Diego luchaba contra la nostalgia cuando le parecía descubrir en aquellas comidas el sabor de las especias que usaba su madre. Había cambiado de ciudad varias veces, siempre dentro  de Argentina, por miedo a que la policía lo estuviera buscando si su familia había denunciado su desaparición. Por precaución rompía la tarjeta SIM de su teléfono y compraba una nueva cada vez. No sabía si eso servía para algo, pero le quitaba un poco el pánico cuando se mudaba. Varias veces pensó en llamar a su tía, pero nunca se atrevió.
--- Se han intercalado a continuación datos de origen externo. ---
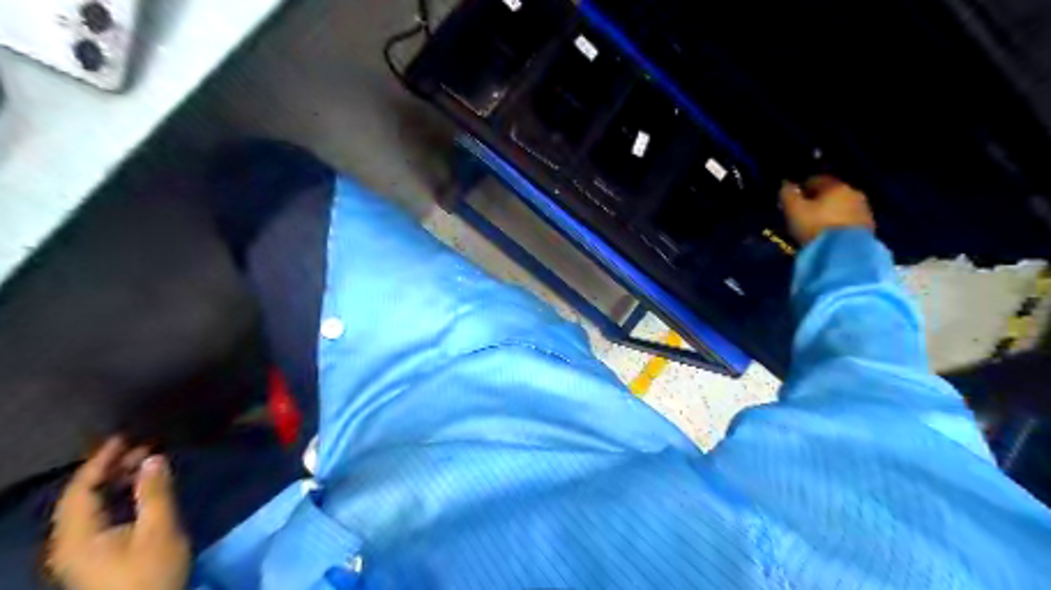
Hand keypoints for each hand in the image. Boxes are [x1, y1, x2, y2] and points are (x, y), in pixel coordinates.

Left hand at [49, 438, 190, 589]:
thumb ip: (154, 493)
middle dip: (110, 468)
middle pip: (80, 497)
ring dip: (114, 482)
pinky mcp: (91, 557)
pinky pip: (95, 517)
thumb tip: (153, 458)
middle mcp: (69, 541)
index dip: (101, 460)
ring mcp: (78, 551)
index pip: (80, 489)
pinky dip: (114, 498)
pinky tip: (137, 492)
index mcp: (77, 535)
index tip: (125, 437)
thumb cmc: (150, 573)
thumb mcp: (159, 530)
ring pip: (88, 507)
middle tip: (144, 447)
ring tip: (145, 464)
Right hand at [780, 177, 878, 245]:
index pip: (816, 180)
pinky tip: (829, 235)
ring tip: (817, 226)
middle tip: (804, 214)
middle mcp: (853, 193)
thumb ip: (788, 195)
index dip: (802, 189)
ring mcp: (864, 210)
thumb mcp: (793, 210)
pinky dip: (839, 224)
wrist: (844, 253)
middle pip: (831, 193)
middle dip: (818, 201)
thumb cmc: (815, 226)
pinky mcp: (869, 227)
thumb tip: (786, 184)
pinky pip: (849, 221)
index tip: (792, 200)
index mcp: (835, 186)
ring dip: (830, 213)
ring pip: (842, 207)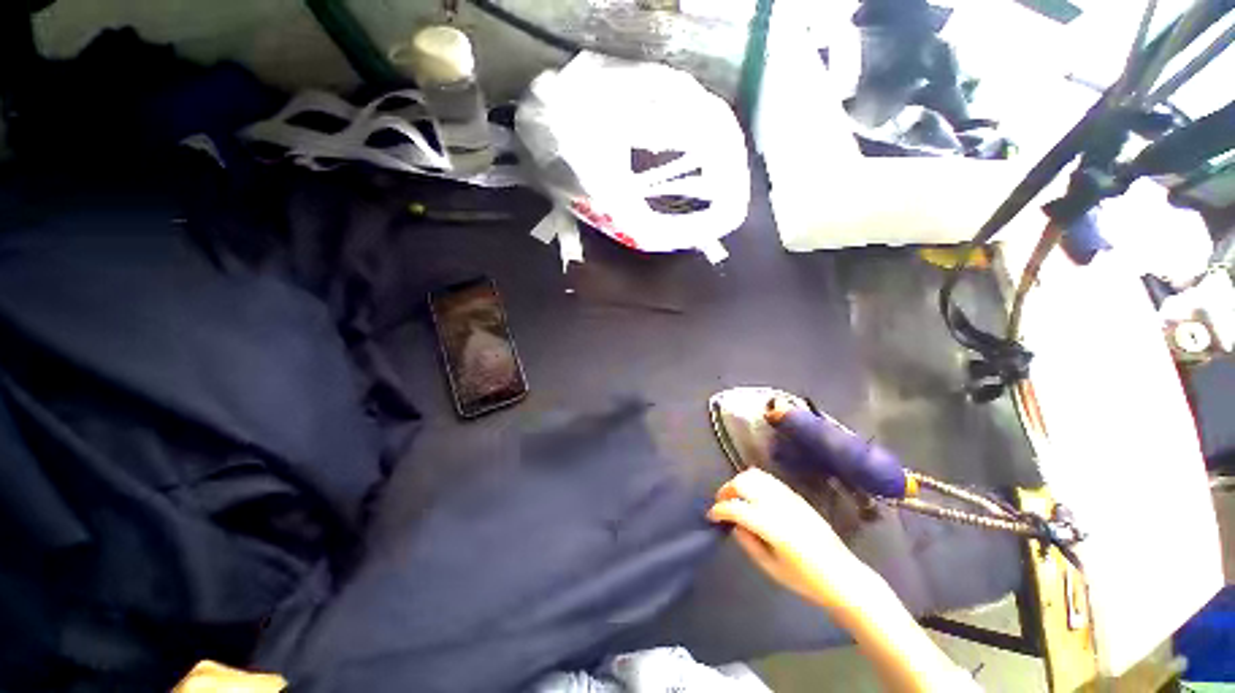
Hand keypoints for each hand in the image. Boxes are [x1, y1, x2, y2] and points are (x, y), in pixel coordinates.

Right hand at [707, 468, 873, 610]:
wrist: (842, 575)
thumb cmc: (806, 580)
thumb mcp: (771, 569)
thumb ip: (749, 543)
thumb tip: (734, 524)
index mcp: (772, 526)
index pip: (736, 508)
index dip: (719, 510)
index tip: (711, 516)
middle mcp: (778, 505)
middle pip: (743, 483)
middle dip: (727, 491)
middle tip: (721, 504)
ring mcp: (788, 497)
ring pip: (755, 475)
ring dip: (739, 483)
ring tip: (735, 497)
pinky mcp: (795, 495)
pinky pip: (768, 479)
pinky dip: (754, 482)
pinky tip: (752, 496)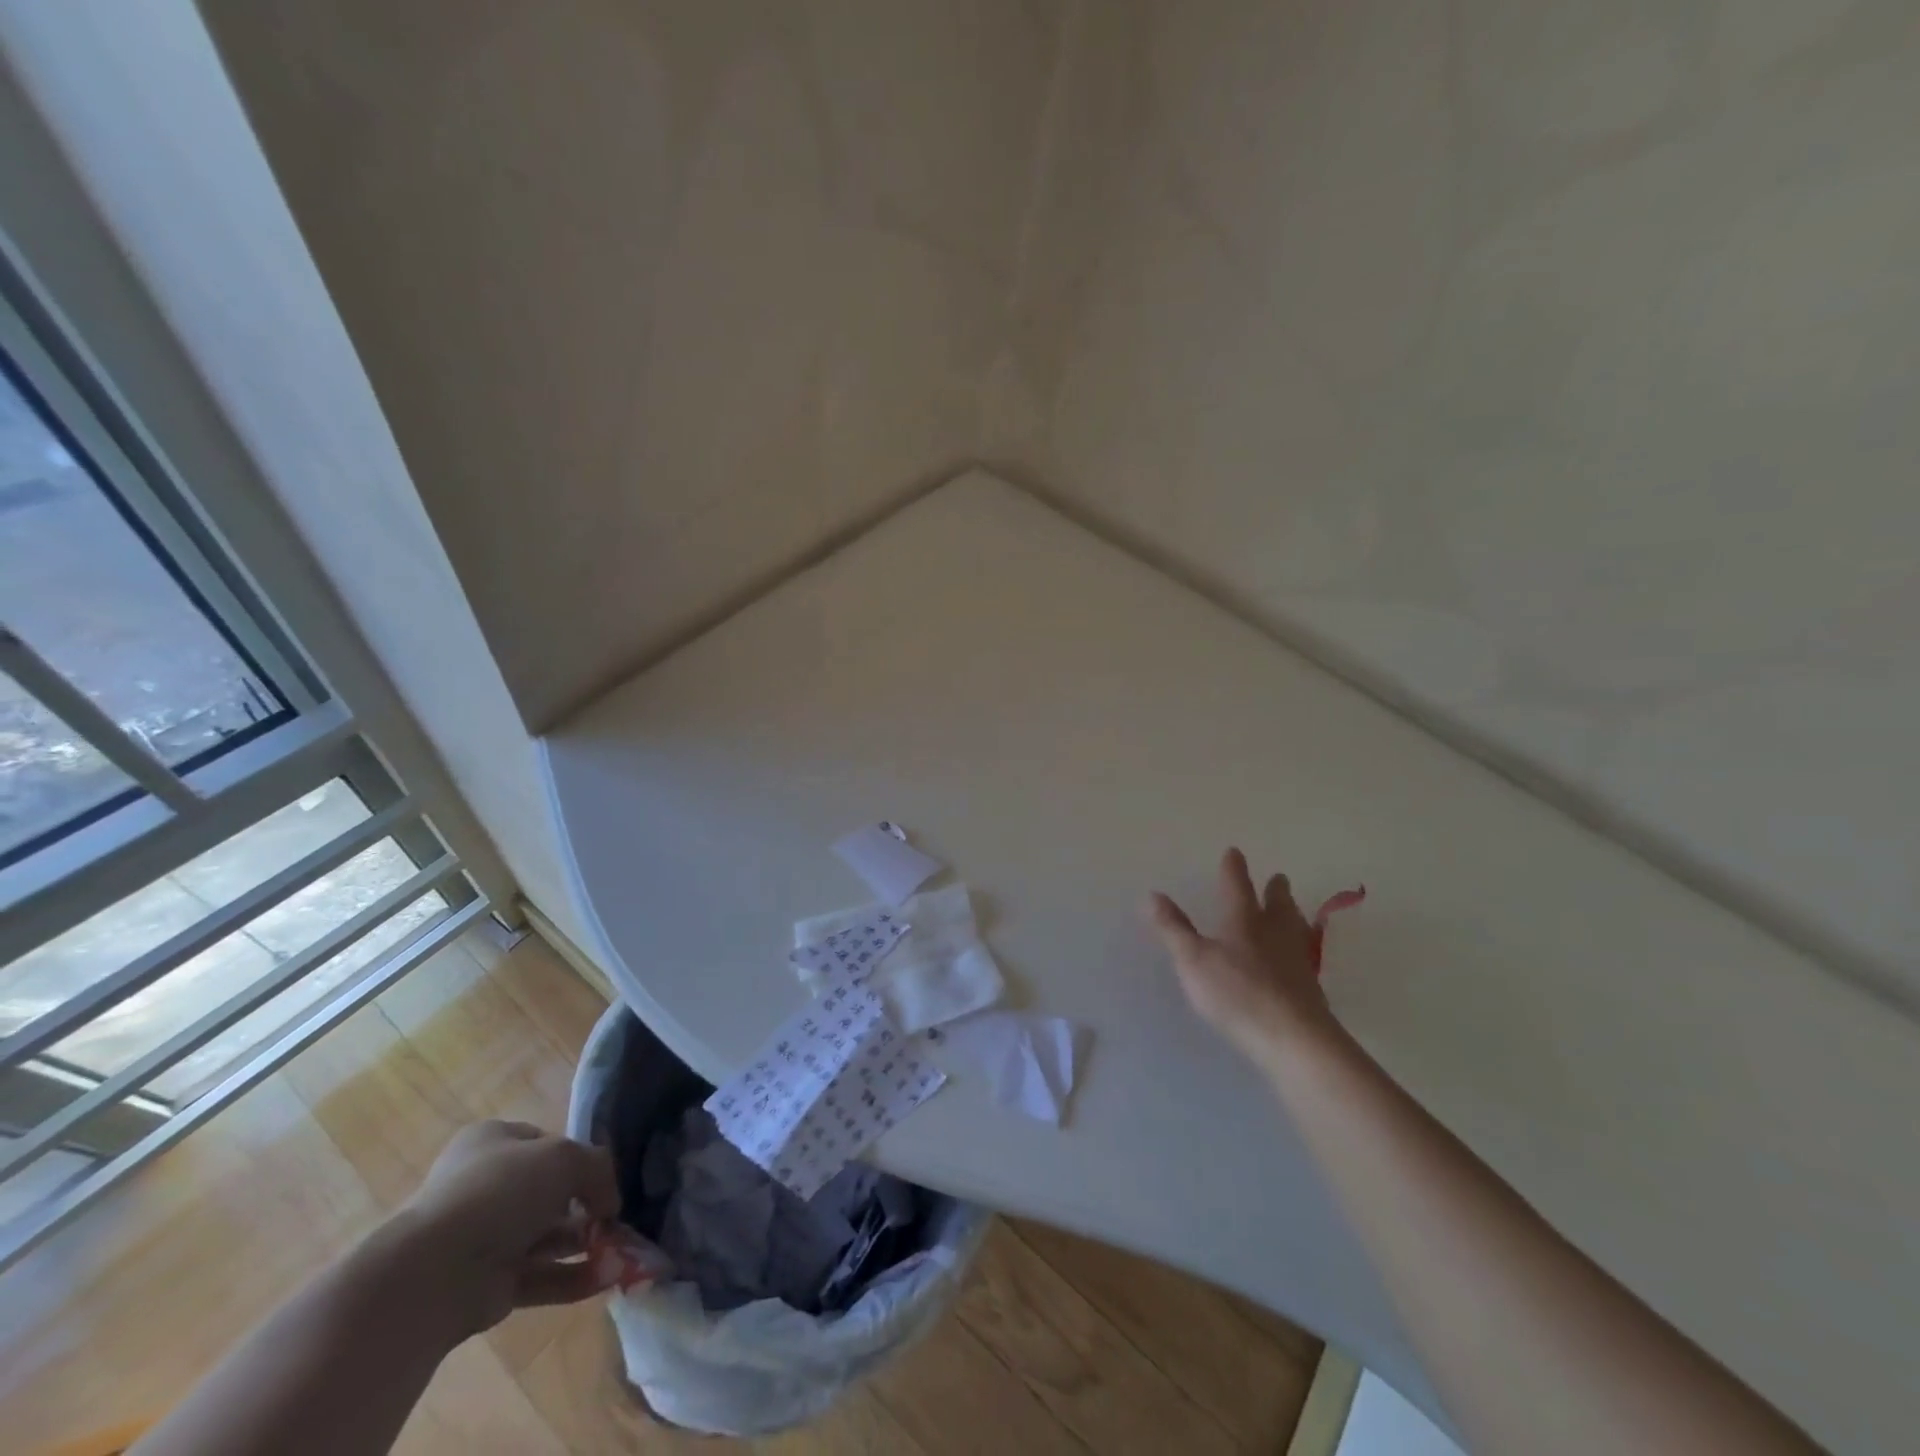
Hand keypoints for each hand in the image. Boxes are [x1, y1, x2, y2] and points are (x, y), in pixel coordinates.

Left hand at [393, 1120, 623, 1335]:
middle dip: (586, 1206)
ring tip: (623, 1250)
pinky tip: (606, 1278)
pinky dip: (574, 1277)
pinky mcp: (489, 1284)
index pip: (546, 1143)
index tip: (604, 1175)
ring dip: (586, 1243)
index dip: (579, 1156)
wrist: (434, 1271)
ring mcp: (485, 1237)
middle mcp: (487, 1186)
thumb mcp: (566, 1157)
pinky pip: (540, 1276)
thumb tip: (610, 1202)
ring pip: (548, 1236)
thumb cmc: (501, 1191)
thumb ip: (598, 1169)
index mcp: (493, 1143)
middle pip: (550, 1192)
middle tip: (617, 1218)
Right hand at [1147, 848, 1344, 1070]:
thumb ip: (1173, 928)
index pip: (1238, 886)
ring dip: (1292, 914)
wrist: (1293, 1038)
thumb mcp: (1193, 960)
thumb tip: (1152, 894)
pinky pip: (1304, 955)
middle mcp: (1275, 932)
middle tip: (1277, 878)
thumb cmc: (1237, 993)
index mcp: (1244, 919)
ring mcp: (1297, 959)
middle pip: (1278, 903)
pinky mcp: (1310, 987)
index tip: (1234, 852)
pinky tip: (1297, 958)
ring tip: (1293, 910)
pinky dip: (1298, 947)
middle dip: (1275, 889)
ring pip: (1296, 927)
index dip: (1234, 868)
Luego de comer un guiso de lentejas que calentó su estómago, y de tomarse un par de cervezas que le dejaron una sensación de vacío en la cabeza, se levantó de la mesa, le pagó a la mujer mayor sin mirar a la hija, y se fue rumbo a su otra cita obligada de los domingos: unas cuadras más adelante había una plaza, de esas que marcaban el centro de cada barrio de Montevideo: una manzana completa con árboles altos y añejos, caminos para gente que quisiera hacer ejercicio, asientos de piedra por aquí y por allá, y un rincón de juegos para los niños. Diego se había hecho amigo de dos perros callejeros que vivían en la plaza, merodeando entre la gente para buscar qué comer. Les llevaba un poco de comida aunque no le sobrara el dinero; esos pobres animales estaban peor que él, y lo recibían con tanto cariño, que Diego veía ese gasto extra como dinero bien invertido. Pero cuando llegó esa tarde a la plaza, se encontró con uno solo de los perros:

—¿Dónde está tu amigo? —le preguntó al animal, que se pegó a él con las orejas caídas y la mirada triste. El guardia de seguridad de la plaza lo reconoció y se acercó a hablarle:

—Tengo una mala noticia: al otro perro lo atropelló un auto. —Recién ahí Diego pudo entender la actitud del pobre animal: se había quedado solo después de presenciar la muerte de su compañero.

—Pobrecito… —le dijo, y después le rascó las orejas. Lo único que podía hacer por él era dejarle toda la comida que había llevado. Pero cuando emprendió el camino de regreso al depósito de maquinarias, el perro lo siguió.